■ What is expected ■
Go through the entries below from the first line and output each one exactly, up to and including the line with "Which roads connect where in the map".

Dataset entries
┌────────

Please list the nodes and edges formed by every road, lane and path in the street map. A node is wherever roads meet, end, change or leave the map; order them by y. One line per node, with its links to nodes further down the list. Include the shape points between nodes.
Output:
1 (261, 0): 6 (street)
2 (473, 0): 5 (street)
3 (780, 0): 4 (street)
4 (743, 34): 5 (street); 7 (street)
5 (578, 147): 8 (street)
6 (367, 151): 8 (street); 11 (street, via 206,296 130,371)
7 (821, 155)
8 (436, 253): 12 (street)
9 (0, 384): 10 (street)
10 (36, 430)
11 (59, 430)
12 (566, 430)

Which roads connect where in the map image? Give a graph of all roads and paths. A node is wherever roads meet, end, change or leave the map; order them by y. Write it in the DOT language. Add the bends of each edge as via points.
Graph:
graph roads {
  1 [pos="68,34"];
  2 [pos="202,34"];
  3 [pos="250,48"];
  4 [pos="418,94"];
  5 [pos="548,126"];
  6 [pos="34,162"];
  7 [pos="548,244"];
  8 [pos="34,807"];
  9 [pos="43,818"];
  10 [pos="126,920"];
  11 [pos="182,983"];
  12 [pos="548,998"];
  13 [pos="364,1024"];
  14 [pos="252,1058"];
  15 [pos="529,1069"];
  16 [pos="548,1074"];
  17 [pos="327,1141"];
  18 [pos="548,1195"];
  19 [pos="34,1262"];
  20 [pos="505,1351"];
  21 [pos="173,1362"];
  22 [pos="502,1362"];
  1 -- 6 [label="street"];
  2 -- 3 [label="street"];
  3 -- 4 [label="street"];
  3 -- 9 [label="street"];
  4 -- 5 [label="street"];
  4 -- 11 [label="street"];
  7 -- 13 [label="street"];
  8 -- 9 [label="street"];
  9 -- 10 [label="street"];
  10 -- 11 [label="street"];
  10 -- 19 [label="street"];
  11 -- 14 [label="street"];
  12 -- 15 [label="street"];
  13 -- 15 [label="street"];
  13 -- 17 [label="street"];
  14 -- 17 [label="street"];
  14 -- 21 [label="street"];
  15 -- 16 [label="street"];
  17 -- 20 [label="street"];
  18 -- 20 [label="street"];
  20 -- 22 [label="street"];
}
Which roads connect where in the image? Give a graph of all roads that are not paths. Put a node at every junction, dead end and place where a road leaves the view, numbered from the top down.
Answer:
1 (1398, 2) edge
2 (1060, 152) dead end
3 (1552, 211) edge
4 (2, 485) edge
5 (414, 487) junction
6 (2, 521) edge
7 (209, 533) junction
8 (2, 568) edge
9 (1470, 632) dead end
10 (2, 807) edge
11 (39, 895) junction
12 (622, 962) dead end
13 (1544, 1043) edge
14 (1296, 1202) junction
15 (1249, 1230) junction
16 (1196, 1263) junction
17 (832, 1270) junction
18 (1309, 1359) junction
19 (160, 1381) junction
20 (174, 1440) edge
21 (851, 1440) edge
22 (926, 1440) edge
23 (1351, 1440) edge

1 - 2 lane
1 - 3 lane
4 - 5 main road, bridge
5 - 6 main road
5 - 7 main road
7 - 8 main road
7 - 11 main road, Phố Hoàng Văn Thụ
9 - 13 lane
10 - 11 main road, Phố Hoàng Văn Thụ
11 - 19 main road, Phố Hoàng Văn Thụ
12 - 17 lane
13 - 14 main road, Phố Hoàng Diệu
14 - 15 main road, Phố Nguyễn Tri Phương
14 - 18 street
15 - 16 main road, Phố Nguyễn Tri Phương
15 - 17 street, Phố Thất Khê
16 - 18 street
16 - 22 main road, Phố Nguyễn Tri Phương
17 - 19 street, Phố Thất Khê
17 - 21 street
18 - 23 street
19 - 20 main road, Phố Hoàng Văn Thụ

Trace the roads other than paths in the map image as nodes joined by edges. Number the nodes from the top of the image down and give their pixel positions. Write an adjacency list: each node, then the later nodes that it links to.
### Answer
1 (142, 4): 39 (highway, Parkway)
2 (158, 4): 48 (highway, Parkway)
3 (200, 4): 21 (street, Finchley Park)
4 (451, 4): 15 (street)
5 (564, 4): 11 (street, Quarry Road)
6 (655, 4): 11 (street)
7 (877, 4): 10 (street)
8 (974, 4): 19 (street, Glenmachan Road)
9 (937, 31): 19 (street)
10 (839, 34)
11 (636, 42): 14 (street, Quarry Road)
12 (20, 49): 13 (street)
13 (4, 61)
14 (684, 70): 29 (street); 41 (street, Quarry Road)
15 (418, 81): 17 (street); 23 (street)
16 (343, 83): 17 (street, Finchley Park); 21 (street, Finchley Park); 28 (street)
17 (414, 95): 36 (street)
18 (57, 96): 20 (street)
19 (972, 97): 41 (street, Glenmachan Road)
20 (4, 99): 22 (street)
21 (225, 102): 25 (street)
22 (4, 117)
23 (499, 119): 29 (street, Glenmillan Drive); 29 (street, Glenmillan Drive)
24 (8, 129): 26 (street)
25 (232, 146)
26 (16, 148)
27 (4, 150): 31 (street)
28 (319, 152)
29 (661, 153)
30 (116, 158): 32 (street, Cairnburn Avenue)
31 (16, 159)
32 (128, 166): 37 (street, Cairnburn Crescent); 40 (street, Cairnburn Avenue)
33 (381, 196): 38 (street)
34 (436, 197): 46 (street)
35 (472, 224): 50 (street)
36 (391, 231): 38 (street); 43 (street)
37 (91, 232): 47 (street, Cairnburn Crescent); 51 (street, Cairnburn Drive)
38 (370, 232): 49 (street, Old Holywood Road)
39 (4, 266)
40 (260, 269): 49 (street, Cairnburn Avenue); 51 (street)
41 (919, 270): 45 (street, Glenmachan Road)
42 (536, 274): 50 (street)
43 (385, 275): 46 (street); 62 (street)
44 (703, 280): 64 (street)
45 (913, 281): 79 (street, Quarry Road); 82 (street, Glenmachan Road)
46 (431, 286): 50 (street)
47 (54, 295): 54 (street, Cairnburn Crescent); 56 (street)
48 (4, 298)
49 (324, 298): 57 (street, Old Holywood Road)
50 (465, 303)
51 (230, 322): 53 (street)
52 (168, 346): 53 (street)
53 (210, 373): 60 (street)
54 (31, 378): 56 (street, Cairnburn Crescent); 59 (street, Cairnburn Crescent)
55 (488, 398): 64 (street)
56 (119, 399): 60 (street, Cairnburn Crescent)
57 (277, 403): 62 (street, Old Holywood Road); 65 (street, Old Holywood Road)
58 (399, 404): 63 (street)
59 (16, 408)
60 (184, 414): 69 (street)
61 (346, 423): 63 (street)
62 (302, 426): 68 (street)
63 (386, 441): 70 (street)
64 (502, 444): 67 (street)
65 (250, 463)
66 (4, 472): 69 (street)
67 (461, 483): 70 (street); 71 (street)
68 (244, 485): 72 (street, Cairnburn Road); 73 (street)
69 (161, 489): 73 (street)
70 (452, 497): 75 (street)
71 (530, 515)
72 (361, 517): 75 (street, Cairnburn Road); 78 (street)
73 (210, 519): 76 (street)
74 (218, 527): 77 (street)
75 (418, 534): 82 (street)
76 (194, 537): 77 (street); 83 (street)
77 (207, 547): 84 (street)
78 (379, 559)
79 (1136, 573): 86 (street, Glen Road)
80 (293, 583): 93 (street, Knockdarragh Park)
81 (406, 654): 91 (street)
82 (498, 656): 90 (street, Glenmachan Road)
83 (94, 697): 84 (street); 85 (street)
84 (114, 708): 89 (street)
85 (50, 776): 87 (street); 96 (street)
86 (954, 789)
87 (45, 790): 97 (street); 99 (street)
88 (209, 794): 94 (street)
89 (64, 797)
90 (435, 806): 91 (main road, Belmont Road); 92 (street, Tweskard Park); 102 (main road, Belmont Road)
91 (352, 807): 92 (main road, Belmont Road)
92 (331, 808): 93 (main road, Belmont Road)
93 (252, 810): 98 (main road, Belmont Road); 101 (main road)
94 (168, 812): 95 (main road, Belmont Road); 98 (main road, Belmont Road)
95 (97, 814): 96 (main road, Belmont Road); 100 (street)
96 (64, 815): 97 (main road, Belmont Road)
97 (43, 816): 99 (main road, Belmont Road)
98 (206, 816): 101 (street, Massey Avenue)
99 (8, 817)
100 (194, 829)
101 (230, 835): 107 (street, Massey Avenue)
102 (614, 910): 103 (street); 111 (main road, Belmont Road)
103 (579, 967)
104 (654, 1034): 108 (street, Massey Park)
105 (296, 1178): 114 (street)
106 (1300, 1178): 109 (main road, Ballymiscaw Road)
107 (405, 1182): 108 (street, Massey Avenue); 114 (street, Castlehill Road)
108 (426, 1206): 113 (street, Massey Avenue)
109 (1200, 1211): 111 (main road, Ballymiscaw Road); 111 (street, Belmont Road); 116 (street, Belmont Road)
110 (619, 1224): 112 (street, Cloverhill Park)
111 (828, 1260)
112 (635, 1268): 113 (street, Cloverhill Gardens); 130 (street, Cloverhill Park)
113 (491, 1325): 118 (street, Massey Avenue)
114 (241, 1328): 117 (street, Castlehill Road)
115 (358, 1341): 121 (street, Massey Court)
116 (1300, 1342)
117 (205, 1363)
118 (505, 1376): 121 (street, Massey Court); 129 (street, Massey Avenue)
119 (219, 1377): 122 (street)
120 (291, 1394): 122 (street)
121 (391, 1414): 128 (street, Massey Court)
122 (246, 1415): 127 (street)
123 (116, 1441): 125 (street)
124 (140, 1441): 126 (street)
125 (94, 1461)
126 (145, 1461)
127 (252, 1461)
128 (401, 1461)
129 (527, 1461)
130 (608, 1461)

└────────

■ Response ■
Please list the nodes and edges formed by every road, lane and path in the street map. A node is wherever roads meet, end, change or leave the map; order them by y. One line per node, with its links to nodes further down the list. Include the shape points between nodes.
Output:
1 (261, 0): 6 (street)
2 (473, 0): 5 (street)
3 (780, 0): 4 (street)
4 (743, 34): 5 (street); 7 (street)
5 (578, 147): 8 (street)
6 (367, 151): 8 (street); 11 (street, via 206,296 130,371)
7 (821, 155)
8 (436, 253): 12 (street)
9 (0, 384): 10 (street)
10 (36, 430)
11 (59, 430)
12 (566, 430)

Which roads connect where in the map image? Give a graph of all roads and paths. A node is wherever roads meet, end, change or leave the map; order them by y. Write it in the DOT language. Add the bends of each edge as via points.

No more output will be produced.